Category Archives: Park History

John Burroughs: A Naturalist for the Ages

Upon his death in 1921, the New York Times devoted an entire page to John Burroughs.  The New York State Senate adjourned, and the Daily Times of Los Angeles reported that a resolution passed in Burroughs’ honor by the California State Assembly – it read in part, “whereas press dispatches today announce the death of John Burroughs, foremost naturalist of the United States, be it resolved that in his death the nation has sustained the loss of one who as scientist, citizen and man, occupied a deservedly high place in the regard of all people…”

When I was in my teens, I stumbled upon one of John Burroughs’ 27 books in a local library.  His writing was simple yet elegant and wonderfully descriptive of the natural world.  I was hooked.

Every walk in the woods is a religious rite, every bath in a stream is a saving ordination.

Who was this man of such great fame 100 years ago but who today is almost forgotten?

John Burroughs was first and foremost a farmer who developed an intimate, deep-rooted connection with the land.  Born in 1837, Burroughs dropped out of school after the sixth grade.  He spent 17 years working on his family’s farm and read every single book from his small local library.  His father was a strict Baptist, but Burroughs resisted organized religion.

jb-looking-at-a-bird

I never went to Sunday school and was not often seen inside the church.  My Sunday’s were spent roaming in the woods or fields… following the streams and swimming in the pools. 

 

He briefly attended the Cooperstown Seminary, but formal schooling was not for him.

I can learn more about a cat by it jumping on my lap than by dissecting it in a laboratory.

 At age 20, Burroughs married Ursula North, and like most of his family and acquaintances, she did not support his intense interest in writing.  Undaunted, Burroughs began to write seriously for the Saturday Press and the New York Leader.
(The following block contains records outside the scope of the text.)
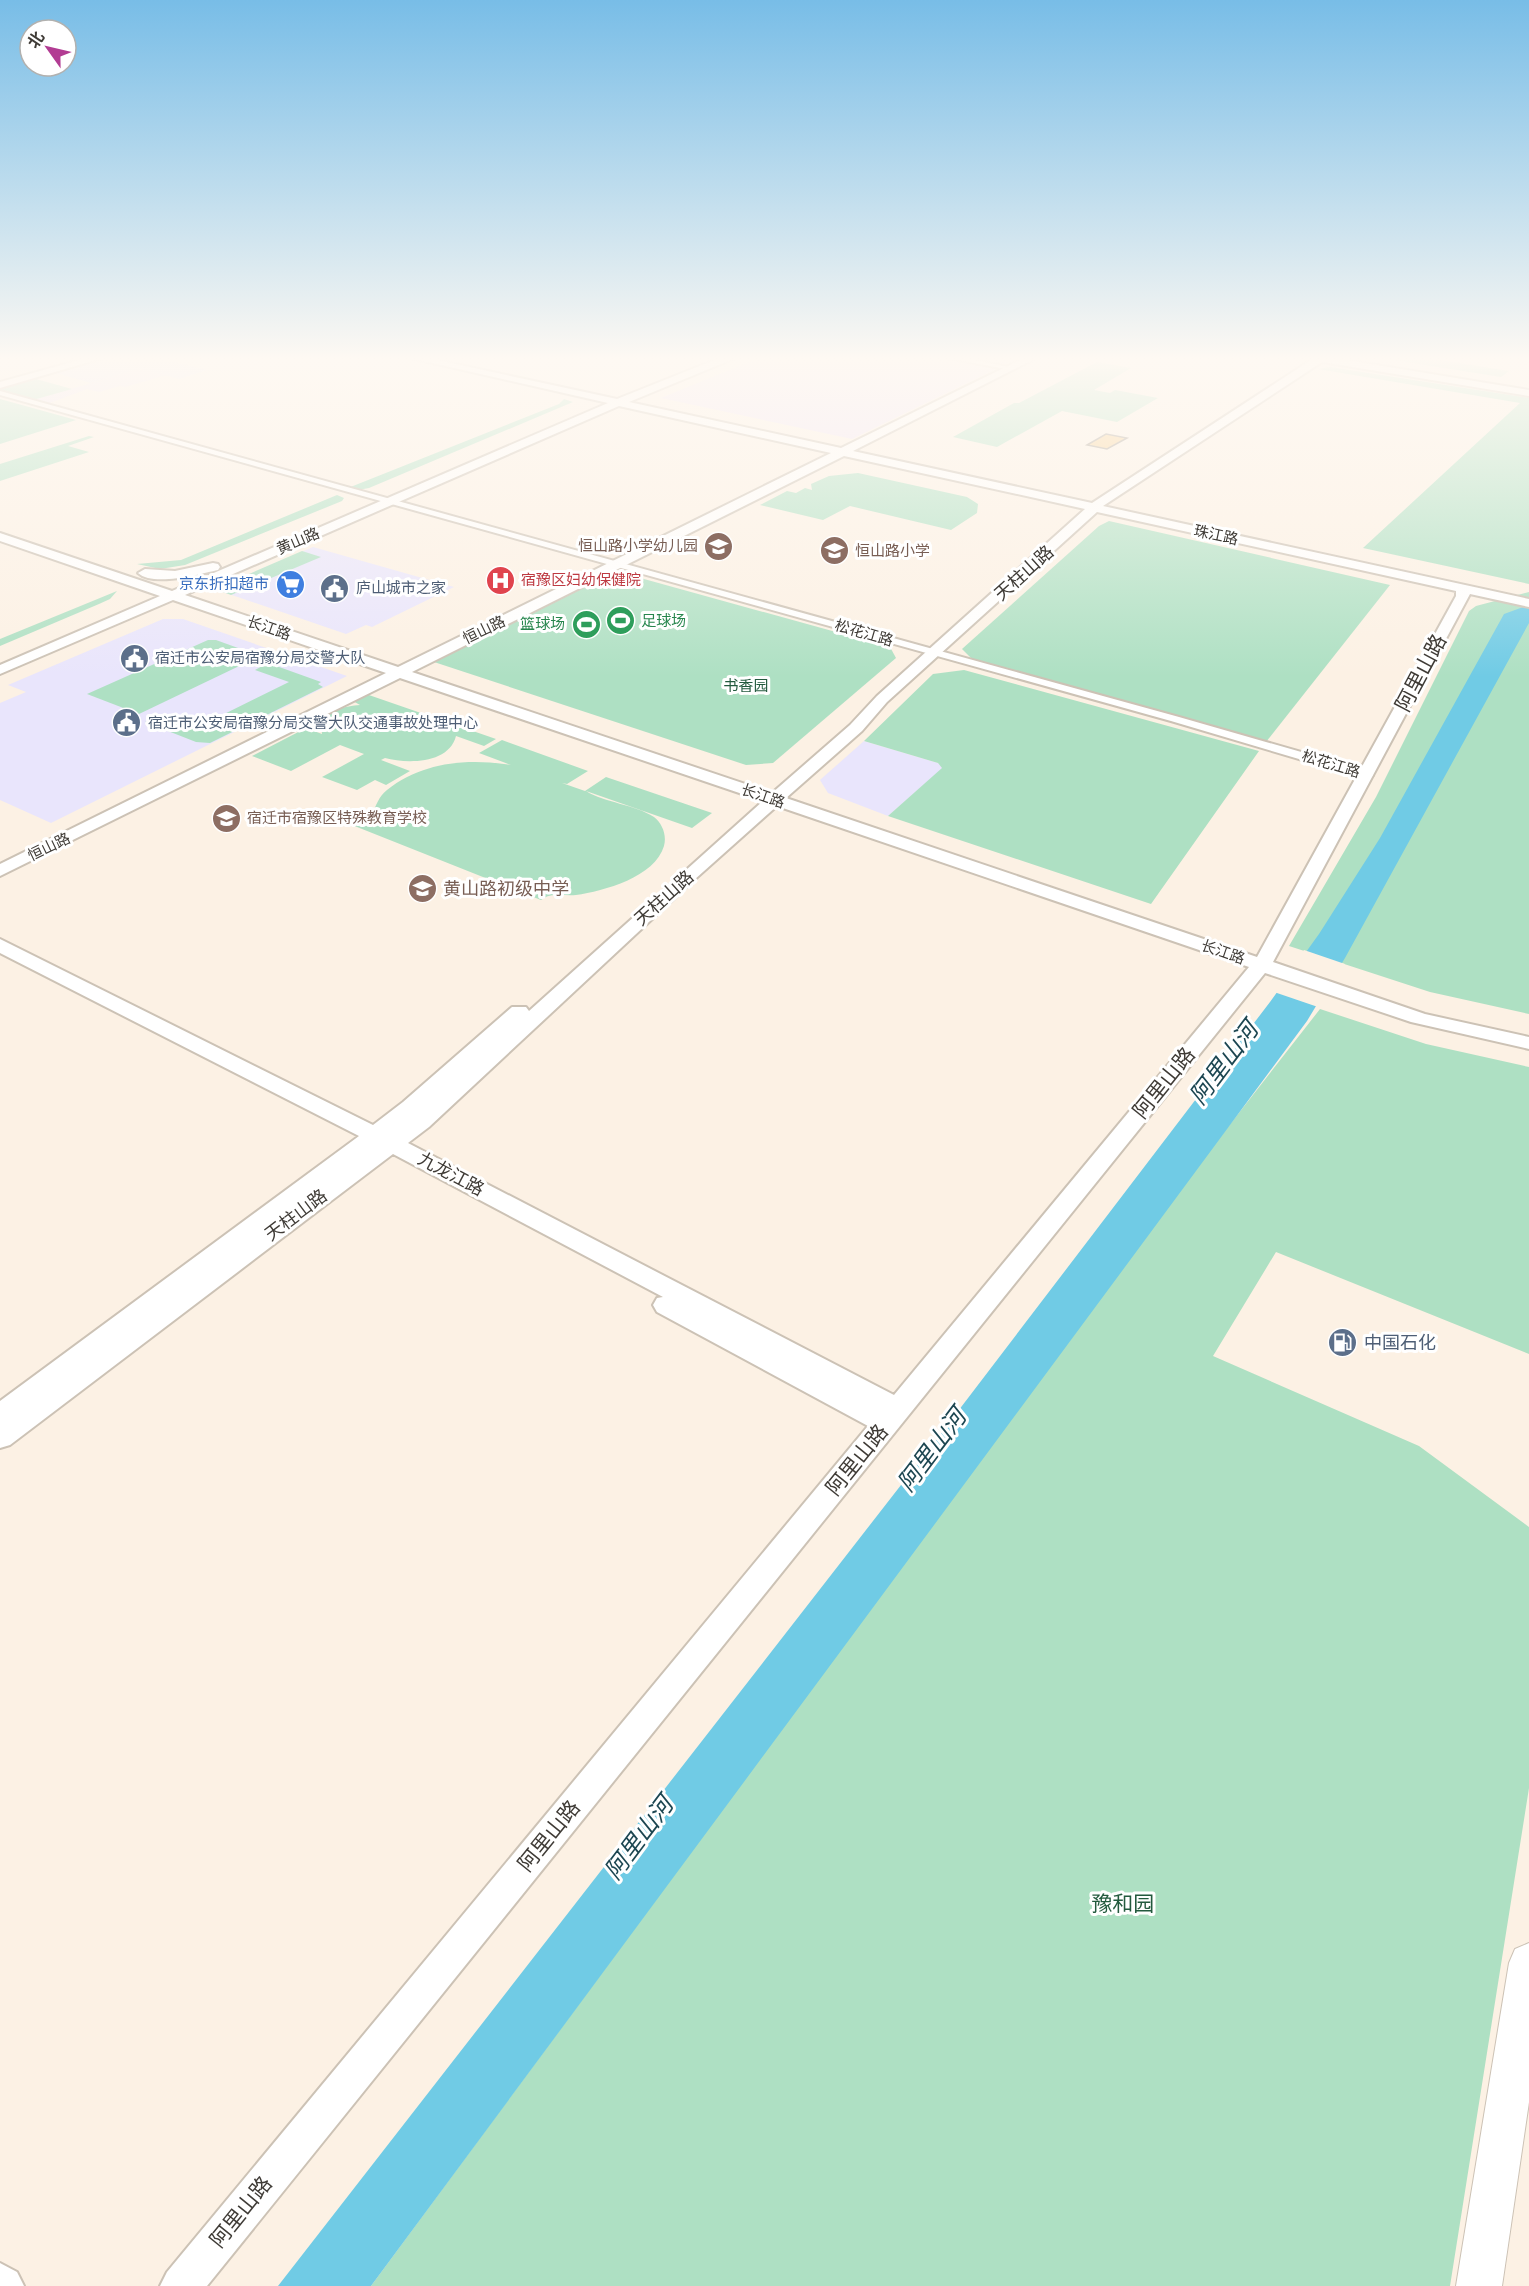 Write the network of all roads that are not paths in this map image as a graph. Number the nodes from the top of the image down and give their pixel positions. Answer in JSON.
{"nodes":[{"id":1,"x":250,"y":464,"type":"edge"},
{"id":2,"x":466,"y":464,"type":"edge"},
{"id":3,"x":815,"y":464,"type":"edge"},
{"id":4,"x":912,"y":464,"type":"edge"},
{"id":5,"x":1152,"y":464,"type":"edge"},
{"id":6,"x":381,"y":500,"type":"junction"},
{"id":7,"x":1091,"y":503,"type":"junction"},
{"id":8,"x":0,"y":526,"type":"edge"},
{"id":9,"x":0,"y":537,"type":"edge"},
{"id":10,"x":612,"y":564,"type":"junction"},
{"id":11,"x":217,"y":566,"type":"junction"},
{"id":12,"x":236,"y":568,"type":"junction"},
{"id":13,"x":145,"y":573,"type":"junction"},
{"id":14,"x":1462,"y":588,"type":"junction"},
{"id":15,"x":174,"y":589,"type":"junction"},
{"id":16,"x":123,"y":592,"type":"junction"},
{"id":17,"x":1528,"y":596,"type":"edge"},
{"id":18,"x":224,"y":601,"type":"junction"},
{"id":19,"x":102,"y":620,"type":"junction"},
{"id":20,"x":928,"y":652,"type":"junction"},
{"id":21,"x":0,"y":657,"type":"edge"},
{"id":22,"x":405,"y":668,"type":"junction"},
{"id":23,"x":0,"y":670,"type":"edge"},
{"id":24,"x":1367,"y":775,"type":"junction"},
{"id":25,"x":772,"y":792,"type":"junction"},
{"id":26,"x":0,"y":866,"type":"edge"},
{"id":27,"x":0,"y":871,"type":"edge"},
{"id":28,"x":0,"y":945,"type":"edge"},
{"id":29,"x":0,"y":957,"type":"edge"},
{"id":30,"x":1278,"y":964,"type":"junction"},
{"id":31,"x":1333,"y":982,"type":"junction"},
{"id":32,"x":1529,"y":1028,"type":"edge"},
{"id":33,"x":1529,"y":1043,"type":"edge"},
{"id":34,"x":378,"y":1143,"type":"junction"},
{"id":35,"x":0,"y":1415,"type":"edge"},
{"id":36,"x":892,"y":1416,"type":"junction"},
{"id":37,"x":0,"y":1437,"type":"edge"},
{"id":38,"x":1529,"y":1963,"type":"edge"},
{"id":39,"x":181,"y":2286,"type":"edge"},
{"id":40,"x":1479,"y":2286,"type":"edge"}],
"edges":[{"from":1,"to":6,"type":"street","name":"松花江路"},
{"from":2,"to":6,"type":"street","name":"黄山路"},
{"from":3,"to":10,"type":"street","name":"恒山路"},
{"from":4,"to":7,"type":"street","name":"珠江路"},
{"from":5,"to":7,"type":"street","name":"天柱山路"},
{"from":6,"to":10,"type":"street","name":"松花江路"},
{"from":6,"to":11,"type":"street","name":"黄山路"},
{"from":6,"to":12,"type":"street","name":"黄山路"},
{"from":7,"to":14,"type":"street","name":"珠江路"},
{"from":7,"to":17,"type":"street","name":"珠江路"},
{"from":7,"to":20,"type":"street","name":"天柱山路"},
{"from":8,"to":13,"type":"street","name":"长江路"},
{"from":9,"to":16,"type":"street","name":"长江路"},
{"from":10,"to":20,"type":"street","name":"松花江路"},
{"from":10,"to":22,"type":"street","name":"恒山路"},
{"from":11,"to":13,"type":"street"},
{"from":11,"to":15,"type":"street","name":"黄山路"},
{"from":12,"to":15,"type":"street","name":"黄山路"},
{"from":12,"to":18,"type":"street"},
{"from":13,"to":15,"type":"street","name":"长江路"},
{"from":14,"to":17,"type":"street","name":"珠江路"},
{"from":14,"to":24,"type":"street","name":"阿里山路"},
{"from":15,"to":16,"type":"street","name":"长江路"},
{"from":15,"to":18,"type":"street","name":"长江路"},
{"from":15,"to":19,"type":"street","name":"黄山路"},
{"from":16,"to":19,"type":"street"},
{"from":18,"to":19,"type":"street"},
{"from":18,"to":22,"type":"street","name":"长江路"},
{"from":19,"to":21,"type":"street","name":"黄山路"},
{"from":19,"to":23,"type":"street","name":"黄山路"},
{"from":20,"to":24,"type":"street","name":"松花江路"},
{"from":20,"to":25,"type":"street","name":"天柱山路"},
{"from":22,"to":25,"type":"street","name":"长江路"},
{"from":22,"to":26,"type":"street","name":"恒山路"},
{"from":22,"to":27,"type":"street","name":"恒山路"},
{"from":24,"to":30,"type":"street","name":"阿里山路"},
{"from":25,"to":30,"type":"street","name":"长江路"},
{"from":25,"to":34,"type":"street","name":"天柱山路"},
{"from":28,"to":34,"type":"street","name":"九龙江路"},
{"from":29,"to":34,"type":"street","name":"九龙江路"},
{"from":30,"to":31,"type":"street","name":"长江路"},
{"from":30,"to":36,"type":"street","name":"阿里山路"},
{"from":31,"to":32,"type":"street","name":"长江路"},
{"from":31,"to":33,"type":"street","name":"长江路"},
{"from":34,"to":35,"type":"street","name":"天柱山路"},
{"from":34,"to":36,"type":"street","name":"九龙江路"},
{"from":34,"to":37,"type":"street","name":"天柱山路"},
{"from":36,"to":39,"type":"street","name":"阿里山路"},
{"from":38,"to":40,"type":"main road"}]}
By age 23, he was regularly publishing essays in the Atlantic Monthly and would continue to do so for the rest of his career.

At age 26, he met Ralph Waldo Emerson who was a great influence on him as a writer.  He then moved to Washington D.C. where he met another writing mentor, Walt Whitman, who ultimately became a close friend.  By age 48, Burroughs was a full-time writer and farmer gleaning much of his inspiration for his essays from the natural world that surrounded him.  This is what set him apart from other writers of his time(?).

John Burroughs is credited with inventing the nature essay, a truly American form of creative writing, and he did so in a way that spoke to the masses.  His writings soon became standard in popular magazines, as well as in many schools across the nation where his descriptions of nature enthralled students and piqued their interest in the out-of-doors.

The student and lover of nature has this advantage over people who gad up and down the world, seeking some novelty or excitement; he has only to stay at home and see the procession pass.  The great globe swings around to him like a revolving showcase.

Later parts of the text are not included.